-- Supplied data follows --

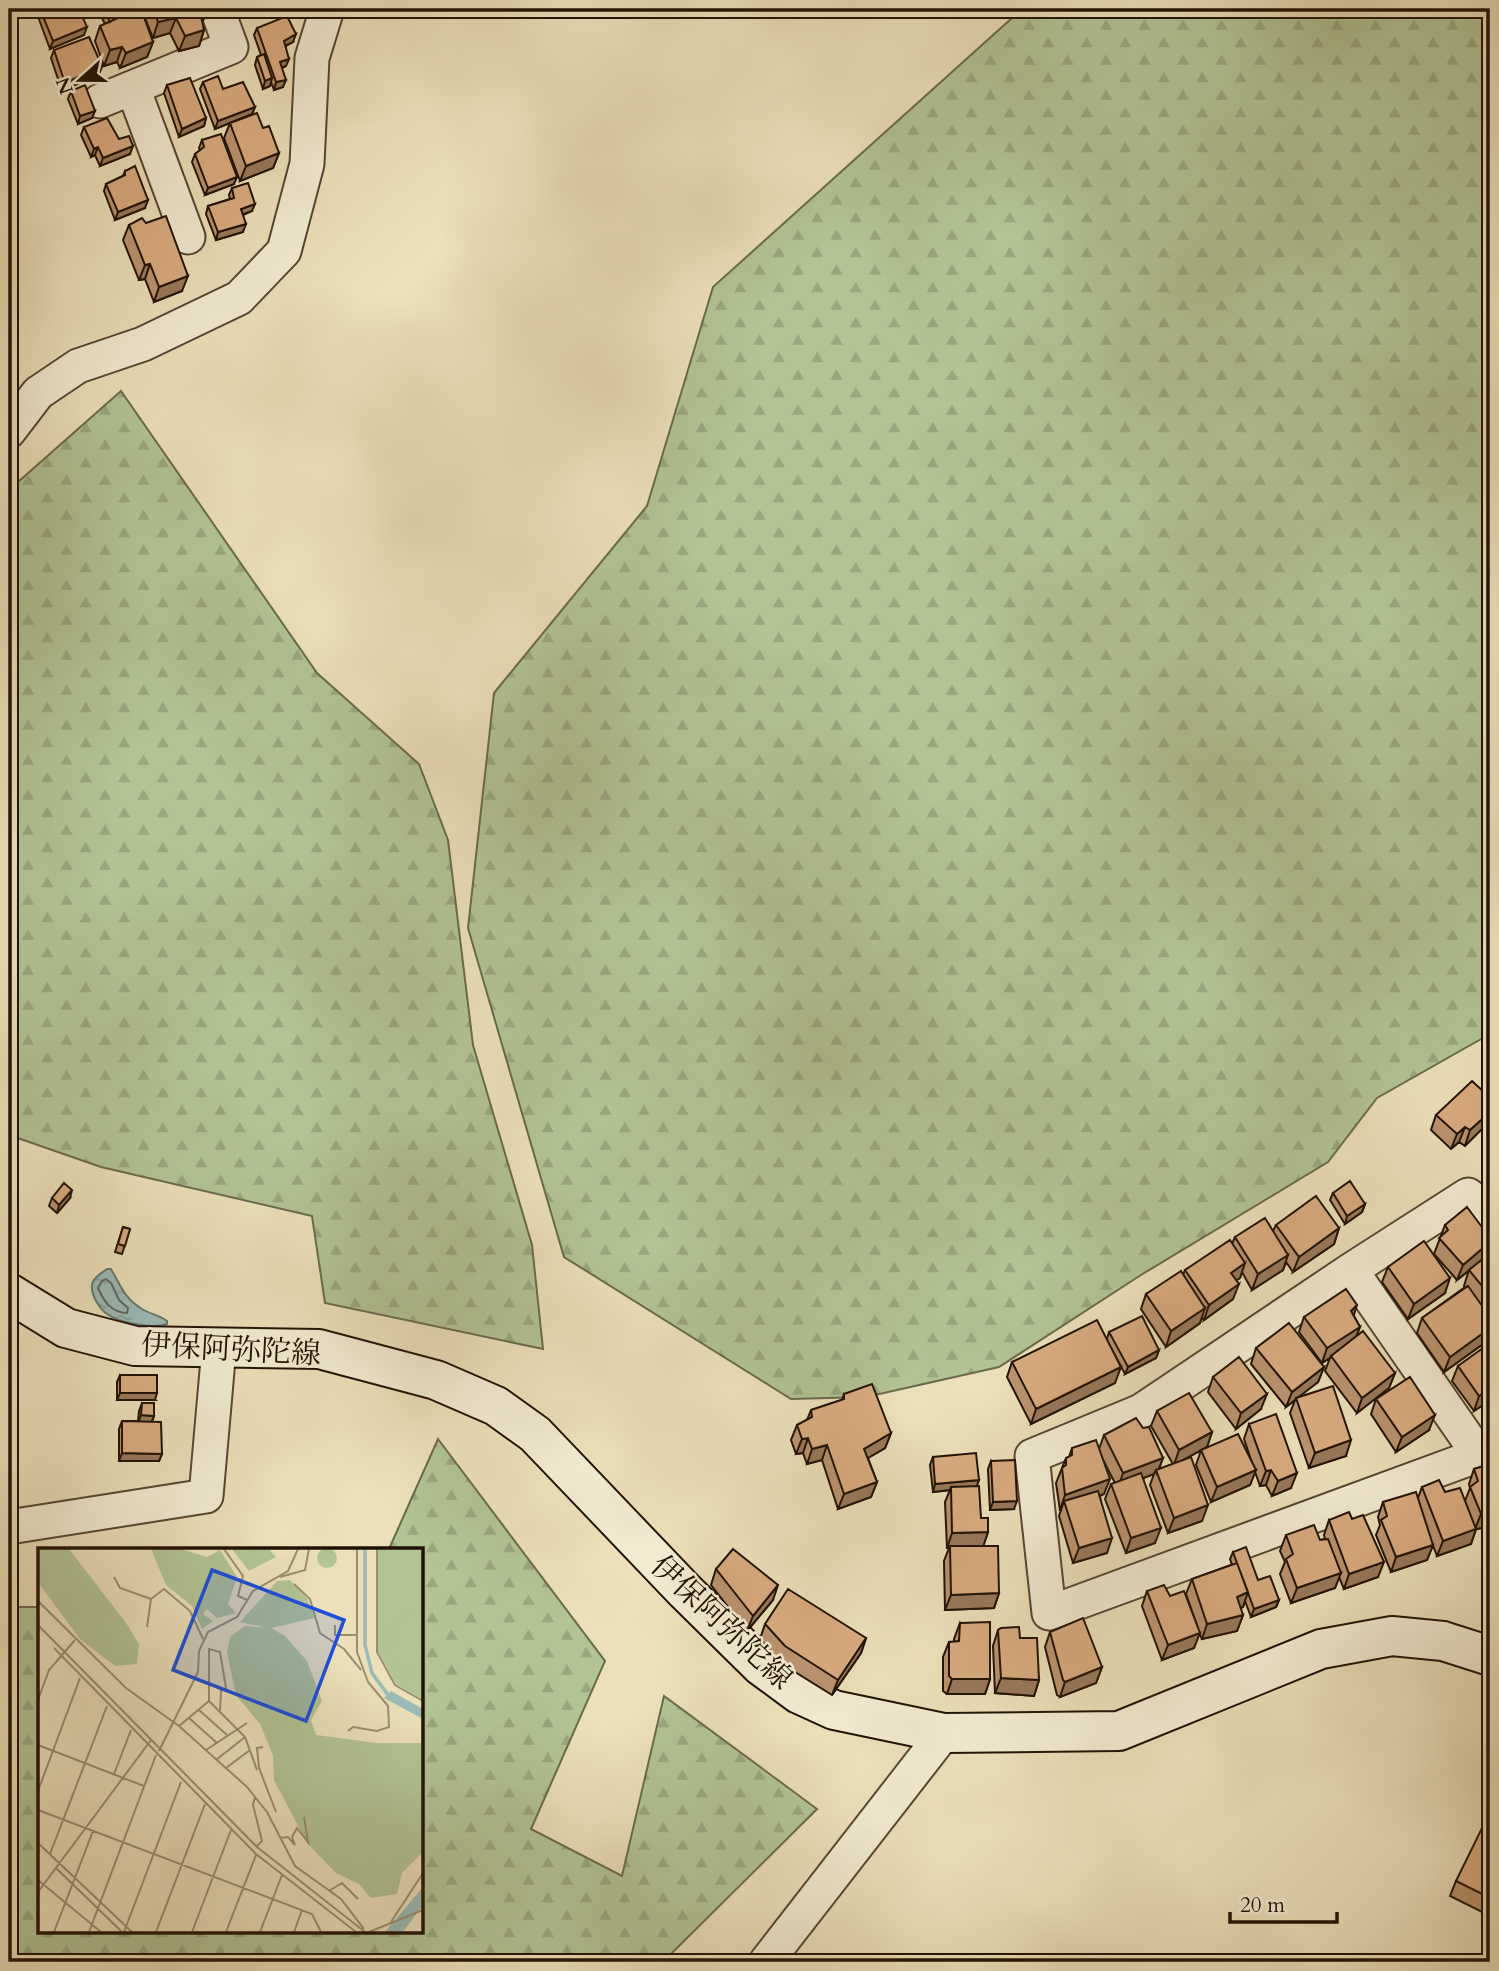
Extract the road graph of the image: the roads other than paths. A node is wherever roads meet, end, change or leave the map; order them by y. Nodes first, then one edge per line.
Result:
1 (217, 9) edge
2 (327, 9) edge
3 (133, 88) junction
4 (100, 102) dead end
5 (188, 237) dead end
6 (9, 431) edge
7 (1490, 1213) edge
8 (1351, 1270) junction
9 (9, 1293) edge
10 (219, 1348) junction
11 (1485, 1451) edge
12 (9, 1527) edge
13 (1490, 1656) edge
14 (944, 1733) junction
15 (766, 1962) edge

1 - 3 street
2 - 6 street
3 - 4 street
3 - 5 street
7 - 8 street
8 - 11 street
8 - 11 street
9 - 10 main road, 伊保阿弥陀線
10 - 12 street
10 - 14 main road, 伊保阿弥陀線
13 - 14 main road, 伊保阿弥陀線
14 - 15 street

-- Supplied data concluded --

* **What you will do**:
Restate the data word for word without pictures.

* **Exercise solution**:
Extract the road graph of the image: the roads other than paths. A node is wherever roads meet, end, change or leave the map; order them by y. Nodes first, then one edge per line.
Result:
1 (217, 9) edge
2 (327, 9) edge
3 (133, 88) junction
4 (100, 102) dead end
5 (188, 237) dead end
6 (9, 431) edge
7 (1490, 1213) edge
8 (1351, 1270) junction
9 (9, 1293) edge
10 (219, 1348) junction
11 (1485, 1451) edge
12 (9, 1527) edge
13 (1490, 1656) edge
14 (944, 1733) junction
15 (766, 1962) edge

1 - 3 street
2 - 6 street
3 - 4 street
3 - 5 street
7 - 8 street
8 - 11 street
8 - 11 street
9 - 10 main road, 伊保阿弥陀線
10 - 12 street
10 - 14 main road, 伊保阿弥陀線
13 - 14 main road, 伊保阿弥陀線
14 - 15 street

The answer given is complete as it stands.